Composer Jeff Grace also received a modest breakout with THE ROOST, having previously assisted Howard Shore in his work on THE LORD OF THE RINGS TRILOGY for Peter Jackson and GANGS OF NEW YORK for Martin Scorsese. He crafts an ominous, discordant suite of cues where shrieking string instruments evoke the terror of killer bats. He also uses a gothic organ in the Frighmare Theatre scenes that further lends to the intended cheesiness. Diagetically, West incorporates a few underground punk songs into the mix, giving us a little view into his own particular musical tastes. The sound mix as a whole is incredibly strong for a film this low-budget. Graham Reznick serves as the sound designer, turning in what would be the first of many mixes he’d create for West over the years.

THE ROOST immediately differentiates itself from other indie horror films because of its old-school aesthetic. While most directors of our generation are trying to make slick, glossy horror films with digital cameras, West is appropriating the look of a by-gone era and making it his own. There’s a distinct charm in his approach, a palpable soul. In taking this old-school approach, the evidence of West’s craft and direction becomes more visible. Filmed mainly in West’s native Delaware, THE ROOST is the first appearance of a peculiar signature of West’s, namely that the story revolves around a singular locale. This signature may be borne out of the needs of low-budget indie filmmaking where the locations budget is sorely lacking, but in THE ROOST, West uses it to his advantage to paint a compelling portrait of the abandoned barn in which our characters take refuge.

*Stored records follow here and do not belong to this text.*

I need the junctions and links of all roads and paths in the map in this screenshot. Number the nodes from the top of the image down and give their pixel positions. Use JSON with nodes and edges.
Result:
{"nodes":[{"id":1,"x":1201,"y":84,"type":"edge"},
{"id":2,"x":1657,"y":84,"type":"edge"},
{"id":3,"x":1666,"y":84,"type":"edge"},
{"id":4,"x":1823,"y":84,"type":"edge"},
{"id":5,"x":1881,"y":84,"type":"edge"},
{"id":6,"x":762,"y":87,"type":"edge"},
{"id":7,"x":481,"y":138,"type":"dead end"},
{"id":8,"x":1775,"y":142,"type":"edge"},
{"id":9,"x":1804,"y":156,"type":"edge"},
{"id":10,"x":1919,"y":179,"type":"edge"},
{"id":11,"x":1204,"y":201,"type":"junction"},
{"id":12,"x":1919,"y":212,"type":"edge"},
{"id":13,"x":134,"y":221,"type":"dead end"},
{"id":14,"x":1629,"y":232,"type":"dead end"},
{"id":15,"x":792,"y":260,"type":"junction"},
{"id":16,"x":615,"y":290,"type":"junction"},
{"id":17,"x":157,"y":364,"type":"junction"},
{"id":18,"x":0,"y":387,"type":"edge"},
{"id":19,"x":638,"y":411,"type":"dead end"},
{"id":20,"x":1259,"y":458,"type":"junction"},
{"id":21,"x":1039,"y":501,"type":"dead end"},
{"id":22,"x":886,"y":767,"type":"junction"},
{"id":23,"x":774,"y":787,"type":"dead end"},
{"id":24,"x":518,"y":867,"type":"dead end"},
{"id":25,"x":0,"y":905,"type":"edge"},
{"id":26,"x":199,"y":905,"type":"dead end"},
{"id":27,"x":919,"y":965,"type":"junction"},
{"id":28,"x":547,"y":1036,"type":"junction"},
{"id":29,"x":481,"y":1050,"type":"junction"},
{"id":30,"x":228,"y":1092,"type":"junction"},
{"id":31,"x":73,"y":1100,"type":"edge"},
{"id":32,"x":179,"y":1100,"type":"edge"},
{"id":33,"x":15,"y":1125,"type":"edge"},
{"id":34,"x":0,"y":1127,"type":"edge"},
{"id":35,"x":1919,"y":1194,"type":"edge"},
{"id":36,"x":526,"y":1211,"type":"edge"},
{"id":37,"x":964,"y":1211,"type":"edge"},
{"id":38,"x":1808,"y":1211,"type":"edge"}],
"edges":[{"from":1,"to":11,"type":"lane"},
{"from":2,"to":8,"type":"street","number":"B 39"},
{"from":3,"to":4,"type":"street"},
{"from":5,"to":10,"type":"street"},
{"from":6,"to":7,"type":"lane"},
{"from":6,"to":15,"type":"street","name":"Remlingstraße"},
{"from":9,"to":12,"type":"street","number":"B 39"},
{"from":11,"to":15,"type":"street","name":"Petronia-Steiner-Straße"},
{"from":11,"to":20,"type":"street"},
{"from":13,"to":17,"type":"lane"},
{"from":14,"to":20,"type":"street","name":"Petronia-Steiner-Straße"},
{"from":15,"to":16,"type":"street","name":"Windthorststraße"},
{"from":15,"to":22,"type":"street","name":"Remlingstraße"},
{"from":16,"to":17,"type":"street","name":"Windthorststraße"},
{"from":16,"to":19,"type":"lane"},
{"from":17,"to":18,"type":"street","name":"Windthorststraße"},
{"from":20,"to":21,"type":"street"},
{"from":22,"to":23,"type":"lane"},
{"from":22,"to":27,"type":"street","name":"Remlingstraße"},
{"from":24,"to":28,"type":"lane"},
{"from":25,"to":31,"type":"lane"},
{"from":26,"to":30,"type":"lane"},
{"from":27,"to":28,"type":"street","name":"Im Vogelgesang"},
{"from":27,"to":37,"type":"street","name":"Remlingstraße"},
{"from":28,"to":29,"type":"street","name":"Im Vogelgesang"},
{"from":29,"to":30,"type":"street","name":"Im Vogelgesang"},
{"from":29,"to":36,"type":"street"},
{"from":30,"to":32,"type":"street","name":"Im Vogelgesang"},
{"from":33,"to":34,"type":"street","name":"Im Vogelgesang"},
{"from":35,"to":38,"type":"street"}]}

THE ROOST is stuffed with references to various non-filmic Halloween-time media traditions, like spooky radio shows and the aforementioned Frightmare Theatre presentation. It’s difficult to tell how much—if any—inspiration is sourced from Zombie’s HOUSE OF 1000 CORPSES, which was a similarly old-fashioned horror jaunt that premiered only two years prior to production on THE ROOST. Knowing their shared affinity for 80’s horror, it’s unlikely that West didn’t like Zombie’s film—which makes the similarities to Zombie’s own debut hard to ignore. For example, both films open with the cheesy, late-night Frightmare Theatre conceit.


DVD Cover

THE ROOST leveraged Fessenden’s name to draw attention to itself during its South by Southwest festival premiere. But once West filled out the auditorium, attention shifted directly on him, with several critics and horror blogs naming THE ROOST as one of the best films of the year. Now, THE ROOST isn’t a great film by any stretch of the imagination. It’s a serviceable entry in the genre, mostly notable for that fact that it is West’s debut. His direction shows the signs of a young filmmaker, frequently indulging in awkward, unnecessary exposition. But with his effective direction of the horror sequences and convincing visual effects, West is able to hit where it really counts. The film was eventually picked up for distribution by Showtime—quite the feat for any aspiring filmmaker. With the success of THE ROOST, West had staked his territory in the genre and established himself as a director to watch.

THE ROOST is currently available on standard definition DVD via Showtime Entertainment.’